Corcovado, anos 50

O post de hoje contará com essa imagem enviada pelo Renato Libeck tirada do mirante do Corcovado em uma das suas vistas mais famosas, a Enseada de Botafogo e a entrada da barra.
A Park-Way da orla de Botafogo entrega que estamos já nos anos 50 bem como o Morro da Viúva praticamente já envolvido pelos prédios, a orla de Botafogo aparentmente não estava com os horrorosos “balanças” embora as pessoas possam estar encobrindo prédios com o Coral, Rajá e Belair.
O destaque da foto fica para o sistema de iluminação da estátua, composto por grandes refletores GE-Novalux, que abrigavam lâmpadas incandescentes de mais de 1.500W cada. Dos 16 projetores instalados quando da inauguração do sistema nos anos 30 vemos que ao longo dos anos a quantidade foi aumentando consideravelmente, só para iluminar a frente da estátua temos aí  mais de 20 projetores, fora os que deviam iluminar as costas e os flancos. Feitos de liga de cobre esses enormes refletores eram usados na iluminação de monumentos, prédios públicos, estátuas e praças de esporte. Pouco tempo atrás havia 2 sendo vendidos no antiquário Snob em Copacabana, fico imaginando quem os deva ter comprado.

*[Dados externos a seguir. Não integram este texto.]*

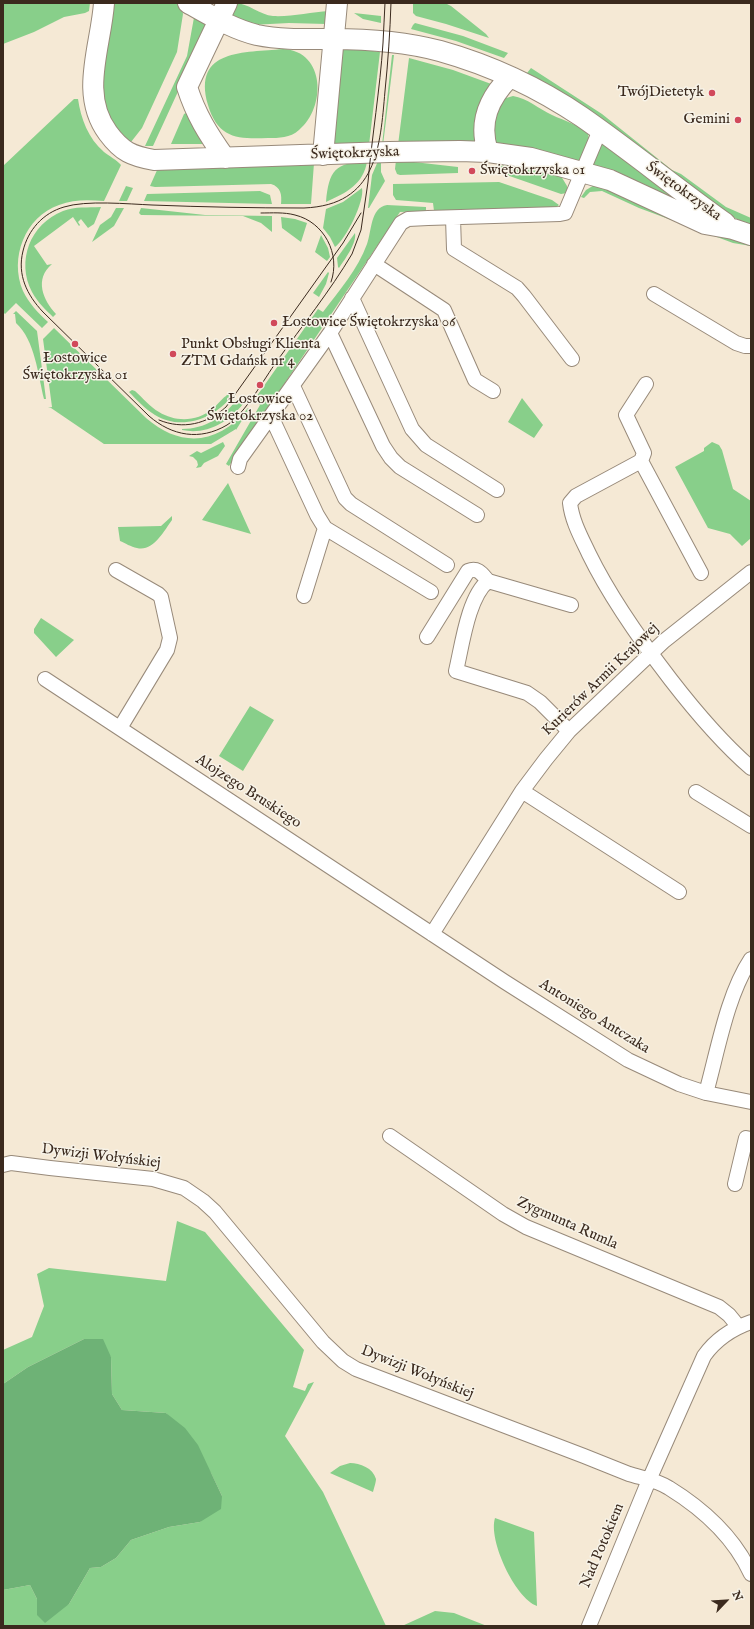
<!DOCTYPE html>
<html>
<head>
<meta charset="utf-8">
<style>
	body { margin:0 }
	#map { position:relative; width:754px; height:1629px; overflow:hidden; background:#f5e9d5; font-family:"IM FELL English",serif }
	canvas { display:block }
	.frame { position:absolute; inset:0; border:4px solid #3b2a1e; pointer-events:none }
	.north { position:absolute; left:706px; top:1581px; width:40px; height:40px; -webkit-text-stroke:3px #f7f3e8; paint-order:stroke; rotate:65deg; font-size:11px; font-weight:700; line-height:16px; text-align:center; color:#3b2a1e }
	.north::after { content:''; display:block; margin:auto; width:14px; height:18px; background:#3b2a1e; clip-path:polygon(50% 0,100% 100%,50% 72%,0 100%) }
</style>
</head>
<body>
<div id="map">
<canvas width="754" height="1629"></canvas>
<div class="frame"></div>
<div class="north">N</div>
</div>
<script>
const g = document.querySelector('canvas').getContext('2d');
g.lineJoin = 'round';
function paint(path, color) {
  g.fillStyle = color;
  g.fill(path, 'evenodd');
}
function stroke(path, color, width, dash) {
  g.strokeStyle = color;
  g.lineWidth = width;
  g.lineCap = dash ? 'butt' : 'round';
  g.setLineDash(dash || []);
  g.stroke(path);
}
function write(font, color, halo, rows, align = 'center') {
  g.font = font + ' "IM FELL English",serif';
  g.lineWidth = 3;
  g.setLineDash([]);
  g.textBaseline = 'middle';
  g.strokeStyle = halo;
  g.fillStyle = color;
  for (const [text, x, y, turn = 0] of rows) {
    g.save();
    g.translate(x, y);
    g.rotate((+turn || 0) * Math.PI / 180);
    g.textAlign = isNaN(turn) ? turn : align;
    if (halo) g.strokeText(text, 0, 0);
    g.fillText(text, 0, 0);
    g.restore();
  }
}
paint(new Path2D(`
	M3,3H90L89,11L85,13L64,17L34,32L3,44Z
	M112,3H177L181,5L183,14L177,52L142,128L131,142C123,137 108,120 105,111C97,78 108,36 112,3Z
	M235,3C248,3 260,15 273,16C291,17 311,12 329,11L326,24L289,23L251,25L229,17Z
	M413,3H445L451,6L486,34L489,38L446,24L416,16L413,13Z
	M195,12L210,22L153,146H145L187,56Z
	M354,13L381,16V23L363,19Z
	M415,23L463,36L508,53L504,58L456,41L411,29L413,25Z
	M344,47L380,52L369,145L334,147L340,49Z
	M283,49C326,51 326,108 299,130C290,138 279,138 268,138C238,139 218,139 208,105C192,48 245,53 283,49Z
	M392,55H394L383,145H382Z
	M409,58L453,70L494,85L478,142L398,145Z
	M531,68L602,114L672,170L681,174L726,207L751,218V225L730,216L538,82L527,73Z
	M513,96C527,98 539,109 552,115C565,121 577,124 588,133L589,140L581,163L496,143C485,132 498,111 503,99Z
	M74,99H78C81,119 88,138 104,152C109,156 117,160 121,165L104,201C89,200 74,199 59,205C25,217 9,258 23,291C29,303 38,313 48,322L42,328L16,303L5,314L4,313L3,166Z
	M186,113L195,130L202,141V144H171L184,114Z
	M601,141L692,208L592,167Z
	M381,160V172L385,181L369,208H368L372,175L378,161Z
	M396,160L458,167V173L400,175L397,174L395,169Z
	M367,161C364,184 346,193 326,202C329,170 335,163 367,161Z
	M314,163L311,204H281C282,195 281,187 271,184L155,187L150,186L158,168Z
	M518,164L561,176L567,186V193L561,194L498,172L499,166Z
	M499,182L552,200L559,205L555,208L549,209L434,211L433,203L396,200L393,195V184Z
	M596,184L695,225L751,246L733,243L639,208L602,191L590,192L584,198L581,197L586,190Z
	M126,186L133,188L127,201H119Z
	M362,188C365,201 346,239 335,247L330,237L323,228L326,209L343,202Z
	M260,191L270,195L272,204L144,201L147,194Z
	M387,205L426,207V211L400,212L229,466L226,464L260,405L254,400L318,309L323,312C339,291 358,269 367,244C372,231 370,208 387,205Z
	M101,207L94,224L88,228L81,219L78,222L80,225L79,226L73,217L34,246L47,265L52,264C34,279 43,300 56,314L53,317C46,310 38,303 32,292C16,261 30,224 63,211C76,206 87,208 101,207Z
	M116,208H124L114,226L92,242L100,225L111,217Z
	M141,208L205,215L272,216V232L261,223L243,216L141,215L139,213Z
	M281,217L295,219L307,223L301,242L282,228Z
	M355,233C357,243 345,259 339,268L338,267L337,258Z
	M321,235L328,248L330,257L327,261L315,252Z
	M328,272L329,273L326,284L319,297L313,293Z
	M16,311L37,331L46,399H44C38,375 35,340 16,323L15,314H13Z
	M54,328L146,418C182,449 219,444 248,408L249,409L236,430V429L211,444H104L51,408H48L52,407L43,339Z
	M132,390L135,391C143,398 150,407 159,412C175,422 197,422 212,409C217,406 221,399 226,396C228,394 229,395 232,396C214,419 181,431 155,415C145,409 137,400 129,392Z
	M522,398L543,425L534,438L508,422Z
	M237,399L243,404C228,423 206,435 182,430V429C205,429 224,417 237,399Z
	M223,442L225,446L218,456L204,463L201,467L196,468L198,465L197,461L193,457L189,456L197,451L201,453Z
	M712,442L719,445L722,450L733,489L751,501V538L742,546L730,534L708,528L675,467L704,451V448Z
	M228,483L251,534L202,520Z
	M172,516V520C164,531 153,552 137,548C131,547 125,543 120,541L118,527L161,526Z
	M41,618L74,640L56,657L34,633V629Z
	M250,706L274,720L243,771L219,756Z
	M177,1221L205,1232L304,1350L293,1387L305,1391L308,1384L314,1382L285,1436L323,1492L386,1626H3V1590L30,1585L37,1599V1615L69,1604L90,1568L101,1567L116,1558L131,1540L169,1527L200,1522L222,1496L211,1473L166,1413L122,1410L112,1394L111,1357L84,1339L28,1367L3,1384V1350L32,1337L44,1306L37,1274L49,1268L166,1281Z
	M350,1463C360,1463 373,1468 376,1479C376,1482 374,1488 373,1492L330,1473L340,1466Z
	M495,1518L534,1532L537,1606C515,1598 488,1540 495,1518Z
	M435,1611L454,1613L487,1626H402Z`), '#88cf8a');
paint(new Path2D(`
	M84,1339H103L111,1357L112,1394L122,1410L166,1413L185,1428L198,1445L222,1496L221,1509L200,1522L169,1527L131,1540L116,1558L101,1567L90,1568L69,1604L45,1623L37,1615V1599L30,1585L3,1590V1384L28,1367Z`), '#6eb276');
const minor = new Path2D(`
	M453,218L454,249L517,288L524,296L572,359
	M374,264L444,310L475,380L493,391
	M654,294L736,343L745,346H751
	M352,298L412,429L426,445L497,490
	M330,333L383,446L391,458L400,467L477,515
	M646,384L626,415L644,453L641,461L576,496L570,503C572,521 581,537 589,554C611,599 641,641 671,680C695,711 721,742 751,768
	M293,386L345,498L351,504L447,565
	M271,416L317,515L325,528L431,592
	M641,461L701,573
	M238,467L240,459L330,333L401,223L408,219L428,218L560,214L565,213L600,130
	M116,570L158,594L161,597L170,638L167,650L120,728
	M488,581C468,597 462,646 456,671L527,693L540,702L569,731
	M304,596L325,528
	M427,637L468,571C478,567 482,574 488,581L571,605
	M45,679L505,982L628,1060L679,1084L706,1093L751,1102
	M522,791L679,892
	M696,792L751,826
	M432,934L522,791L546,759L569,731L664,641L751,572
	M706,1093C718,1050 727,995 751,959
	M390,1136L503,1214L526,1227L719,1307L729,1315L738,1326
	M3,1165L11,1163L50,1168L153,1179L184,1188L203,1201L215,1212L323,1342L343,1361L356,1369C432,1398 508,1427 584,1456C599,1462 614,1468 629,1474C642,1478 657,1480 669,1488C703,1509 734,1537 751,1574
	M735,1184L746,1138L751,1139
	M589,1626L649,1480L704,1356C716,1339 731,1329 751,1322`);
const secondary = new Path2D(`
	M104,3C101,47 79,94 108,133C122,152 132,156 154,160L389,152L460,151L488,152L531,158L610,180L705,224L733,229L751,235
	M188,3C210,15 232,29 257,35C281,40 307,39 332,39C367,39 406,42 440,51C490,65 539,88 582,117C631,151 677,189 725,223
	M488,152C478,122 489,98 510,77
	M323,155L337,3
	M225,158C208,134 196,115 187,87L227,3`);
stroke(minor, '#988a7a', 16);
stroke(secondary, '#988a7a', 22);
stroke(minor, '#fff', 14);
stroke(secondary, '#fff', 20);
stroke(new Path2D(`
	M385,3C384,16 384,30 383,43C380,89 372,136 368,182L361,230L352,254C330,291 302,326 277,361C264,379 245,414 227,425C200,441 172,436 149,416L43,312C27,295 17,275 23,251C28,230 43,213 64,207C86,200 128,204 152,205C203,207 253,208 304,208C377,205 380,148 385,91C388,62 390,32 391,3
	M261,213C272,213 284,212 295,215C324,222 341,254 331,282
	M159,420C183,430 207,424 226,407L343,243L361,213`), '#3b2a1e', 1);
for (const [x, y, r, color] of [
	[712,93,4,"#d1495b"],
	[738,120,4,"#d1495b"],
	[472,171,4,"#d1495b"],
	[274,323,4,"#d1495b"],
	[75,344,4,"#d1495b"],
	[173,354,4,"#d1495b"],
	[260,385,4,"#d1495b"]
]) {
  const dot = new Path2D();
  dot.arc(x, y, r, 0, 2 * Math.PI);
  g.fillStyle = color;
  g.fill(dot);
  stroke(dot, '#f7f3e8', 1.5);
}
write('15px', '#3b2a1e', '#f7f3e8', [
	["TwójDietetyk",704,93,"right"],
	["Gemini",730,120,"right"],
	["Świętokrzyska 01",480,171],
	["Łostowice Świętokrzyska 06",282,323],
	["Punkt Obsługi Klienta",181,345],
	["ZTM Gdańsk nr 4",181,362],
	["Łostowice",75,359,"center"],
	["Świętokrzyska 01",75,376,"center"],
	["Łostowice",260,400,"center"],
	["Świętokrzyska 02",260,417,"center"]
], 'left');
write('15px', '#3b2a1e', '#f7f3e8', [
	["Świętokrzyska",355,154,-2],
	["Świętokrzyska",683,192,36],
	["Kurierów Armii Krajowej",601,680,-44],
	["Alojzego Bruskiego",248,792,33],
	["Antoniego Antczaka",594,1017,32],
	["Dywizji Wołyńskiej",101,1157,7],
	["Zygmunta Rumla",567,1224,24],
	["Dywizji Wołyńskiej",417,1373,22],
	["Nad Potokiem",603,1546,-67]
]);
</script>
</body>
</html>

8 comentários em “Corcovado, anos 50”

  1. Tempos em que um passeio ao Corcovado era uma coisa agradável, sem muita gente, sem problemas de acesso de automóvel, sem flanelinhas, sem guias impostos, sem tumultos.
    Neste ponto turístico definitivamente caminhamos para trás sob a complacência e omissão do Governo.

  2. Bem lembrado, Luiz. Aliás, qual não foi a minha surpresa quando, semanas atrás, subi com um amigo que veio ao Rio a trilha do Parque Lage ao Corcovado e fomos proibidos de comprar entradas ao monumento porque não pagamos pelo transporte. É o crime (venda casada) institucionalizado.

  3. Hoje em dia a iluminação do monumento é bem mais discreta. Não existem mais refletores dentro da área do público.
    Recentemente foi apresentado mais um projeto para o Corcovado. Toda a área inferior onde está a estação do trem será ocupada por uma grande construção baixa concentrando lojas de souvenirs e serviços. As lojinhas e bares existentes hoje serão suprimidos ou reformados.

  4. Quando ‘moleke’ fui a base do CRISTO muitas vezes em dia de semana para descer de ‘carrinho de rolimã’
    íamos de bonde até o Silvestre e depois o restante era a pé. Guardo no corpo marcas das quedas daquela época, equipamentos de segurança para que?

  5. Realmente o Cristo é um ponto turistico, que deveria ser melhor administrado. Sendo agora uma das maravilhas do mundo moderno, deveria ganhar uma infraestrutura que esteja a altura da sua importância, como um dos monumentos mais importante da cidade.